German rule in the Soviet Union did not go unopposed. For the thousands who collaborated there were thousands who resisted. The guerrilla war waged by partisan forces behind German lines became the symbol of defiance against fascism; the partisans became in Soviet propaganda the shock troops of the Motherland, heroes of the revolutionary struggle against the evil threat of Hitlerism. The historical reality was very different. Partisans were often reluctant fighters for the cause; their military impact was limited; their victims were to be found not only among the German occupiers but among the ordinary Soviet people, who came to fear their own side almost as much as they did the enem
y.
Partisan warfare had a long and honourable history in Russia. Peasant bands had attacked Napoleon's great army during its catastrophic campaign in Russia in 1812. Guerrillas fought on the Bolshevik side in the civil war against the forces of the counter-revolution. Partisan warfare was part of the Russian military tradition. But during the 1930s the famous partisan leaders of the civil war were liquidated. Stalin regarded partisan war as a threat, something beyond the reach of the highly centralized and suspicious state apparatus. The existing partisan cadres and the supply dumps of food and weapons which had been set up in the 1930s to nourish and arm them were all closed down. When Germany invaded in 1941 there were no plans for partisan war.42 The movement grew at first spontaneously and incoherently, a product of circumstances, not of revolutionary spirit.

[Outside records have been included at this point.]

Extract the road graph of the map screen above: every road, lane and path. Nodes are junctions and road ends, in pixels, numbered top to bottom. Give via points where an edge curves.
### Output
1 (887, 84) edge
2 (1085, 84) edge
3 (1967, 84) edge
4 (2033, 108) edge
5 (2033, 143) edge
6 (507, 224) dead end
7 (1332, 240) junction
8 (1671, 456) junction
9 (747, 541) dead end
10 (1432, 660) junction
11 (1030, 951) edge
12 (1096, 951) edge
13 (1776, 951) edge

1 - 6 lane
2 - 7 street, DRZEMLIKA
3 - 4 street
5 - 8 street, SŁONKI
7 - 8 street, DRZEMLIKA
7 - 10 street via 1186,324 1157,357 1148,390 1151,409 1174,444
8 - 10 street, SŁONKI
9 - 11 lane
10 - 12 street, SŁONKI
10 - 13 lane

Stalin soon laid aside his distrust of popular warfare. On 3 July 1941, in his first wartime appeal to the Soviet people, he summoned up the partisan struggle against the invader: ‘Conditions must be made unbearable for the enemy and his collaborators; they must be pursued and annihilated wherever they are…’43 The first irregular units were sent copies of an article penned by Lenin in 1906, ‘Partisan Warfare’, in which terrorism was presented as a legitimate instrument of class struggle. Every partisan had to swear an oath on entering the force promising utmost loyalty to the Soviet cause and swearing to ‘work a terrible, merciless, and unrelenting revenge upon the enemy… Blood for blood! Death for death!’ The partisan committed himself and his family to die rather than surrender; if ‘through fear, weakness or personal depravity’ the recruit broke his oath, he was asked to approve, in advance, his own death warrant at the hands of his own comrades.44 More than any other Soviet citizens, partisans found themselves caught between the devil and the deep blue sea.